» TASK GOAL:
Go through the records line by line and work out how many lines hold the word "Right". Answer with the number only.

» RECORDS FOR THIS TASK:
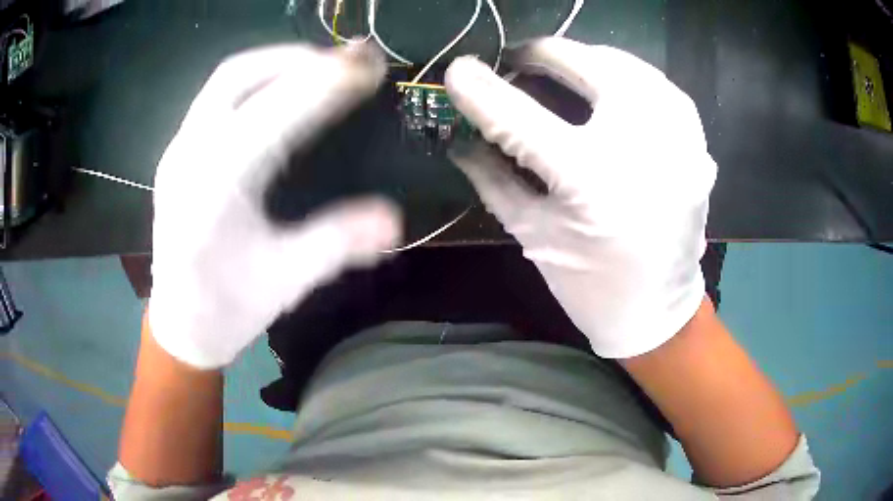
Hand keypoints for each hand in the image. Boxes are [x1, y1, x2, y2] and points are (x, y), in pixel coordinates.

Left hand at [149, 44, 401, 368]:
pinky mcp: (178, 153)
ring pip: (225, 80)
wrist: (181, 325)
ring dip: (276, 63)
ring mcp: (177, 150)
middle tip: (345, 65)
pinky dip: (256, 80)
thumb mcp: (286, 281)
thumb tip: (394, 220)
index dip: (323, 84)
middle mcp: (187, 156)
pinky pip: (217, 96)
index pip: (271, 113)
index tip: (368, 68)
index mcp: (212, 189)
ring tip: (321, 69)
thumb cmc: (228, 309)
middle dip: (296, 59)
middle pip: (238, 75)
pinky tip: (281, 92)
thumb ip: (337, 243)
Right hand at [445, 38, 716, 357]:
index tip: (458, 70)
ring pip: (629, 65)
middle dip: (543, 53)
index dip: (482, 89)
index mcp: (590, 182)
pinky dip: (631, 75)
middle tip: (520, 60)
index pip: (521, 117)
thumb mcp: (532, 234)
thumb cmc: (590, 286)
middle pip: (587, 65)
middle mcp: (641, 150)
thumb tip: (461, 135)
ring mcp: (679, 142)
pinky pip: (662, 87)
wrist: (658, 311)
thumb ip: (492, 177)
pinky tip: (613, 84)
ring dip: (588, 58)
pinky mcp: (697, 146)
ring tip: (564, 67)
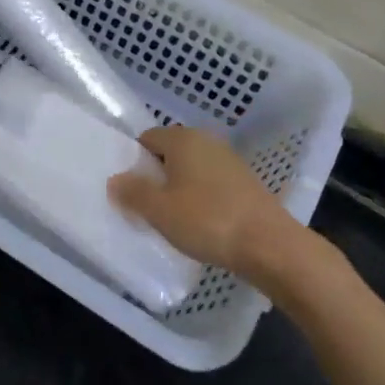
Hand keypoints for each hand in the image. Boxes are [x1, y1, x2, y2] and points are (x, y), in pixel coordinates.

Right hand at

...

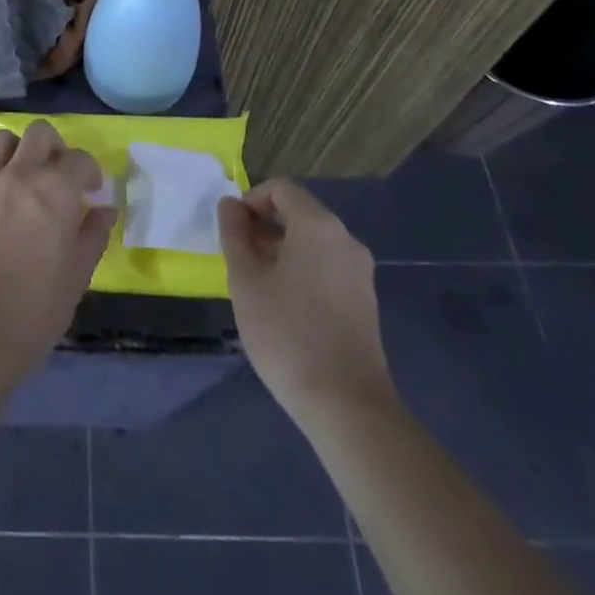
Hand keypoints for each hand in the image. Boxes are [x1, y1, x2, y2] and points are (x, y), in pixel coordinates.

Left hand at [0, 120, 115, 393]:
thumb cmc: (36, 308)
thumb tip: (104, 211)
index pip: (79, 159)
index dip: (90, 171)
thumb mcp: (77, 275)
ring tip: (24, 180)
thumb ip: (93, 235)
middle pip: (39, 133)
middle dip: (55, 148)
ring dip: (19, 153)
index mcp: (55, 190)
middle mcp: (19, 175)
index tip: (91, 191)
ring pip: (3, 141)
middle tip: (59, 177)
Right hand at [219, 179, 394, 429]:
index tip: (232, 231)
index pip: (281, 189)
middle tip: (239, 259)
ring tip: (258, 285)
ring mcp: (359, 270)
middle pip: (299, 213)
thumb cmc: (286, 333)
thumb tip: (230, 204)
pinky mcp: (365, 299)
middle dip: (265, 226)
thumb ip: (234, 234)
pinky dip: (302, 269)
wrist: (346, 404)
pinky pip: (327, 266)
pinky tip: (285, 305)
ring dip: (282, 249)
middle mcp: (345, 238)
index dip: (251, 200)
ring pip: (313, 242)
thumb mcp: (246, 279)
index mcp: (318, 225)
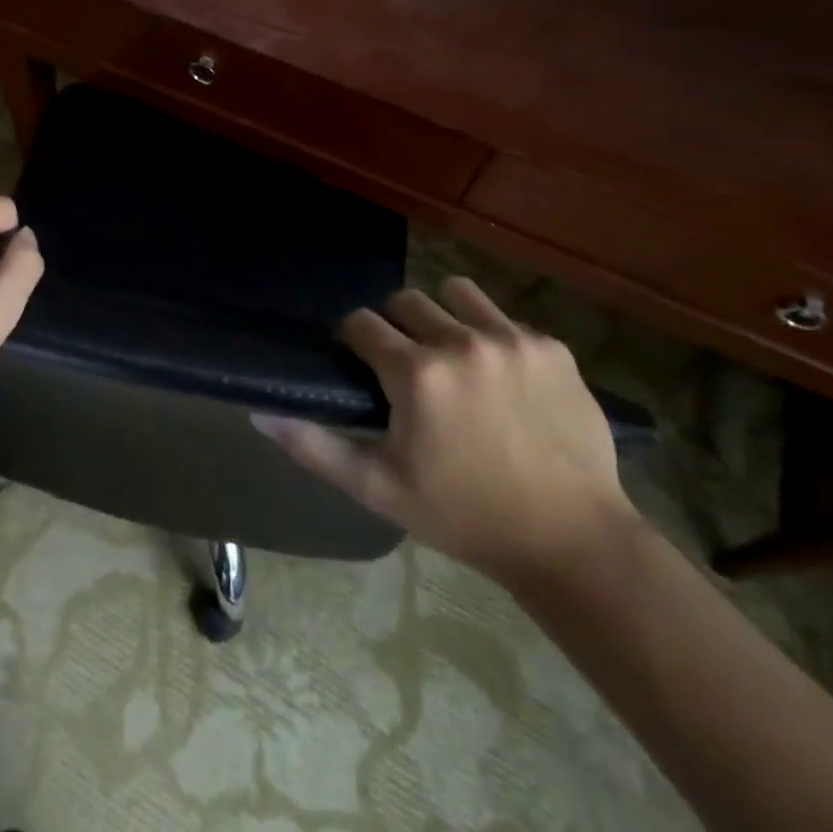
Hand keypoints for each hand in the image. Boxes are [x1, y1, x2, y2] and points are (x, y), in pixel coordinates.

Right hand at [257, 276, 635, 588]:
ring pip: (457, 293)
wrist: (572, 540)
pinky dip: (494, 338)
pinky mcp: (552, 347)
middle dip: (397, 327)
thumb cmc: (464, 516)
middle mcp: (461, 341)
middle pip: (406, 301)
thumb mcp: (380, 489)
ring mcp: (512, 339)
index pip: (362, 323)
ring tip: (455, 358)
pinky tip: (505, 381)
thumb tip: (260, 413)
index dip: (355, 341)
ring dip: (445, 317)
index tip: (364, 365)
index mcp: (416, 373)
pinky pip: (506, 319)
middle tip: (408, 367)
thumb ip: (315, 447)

» WRITTEN ANSWER:
4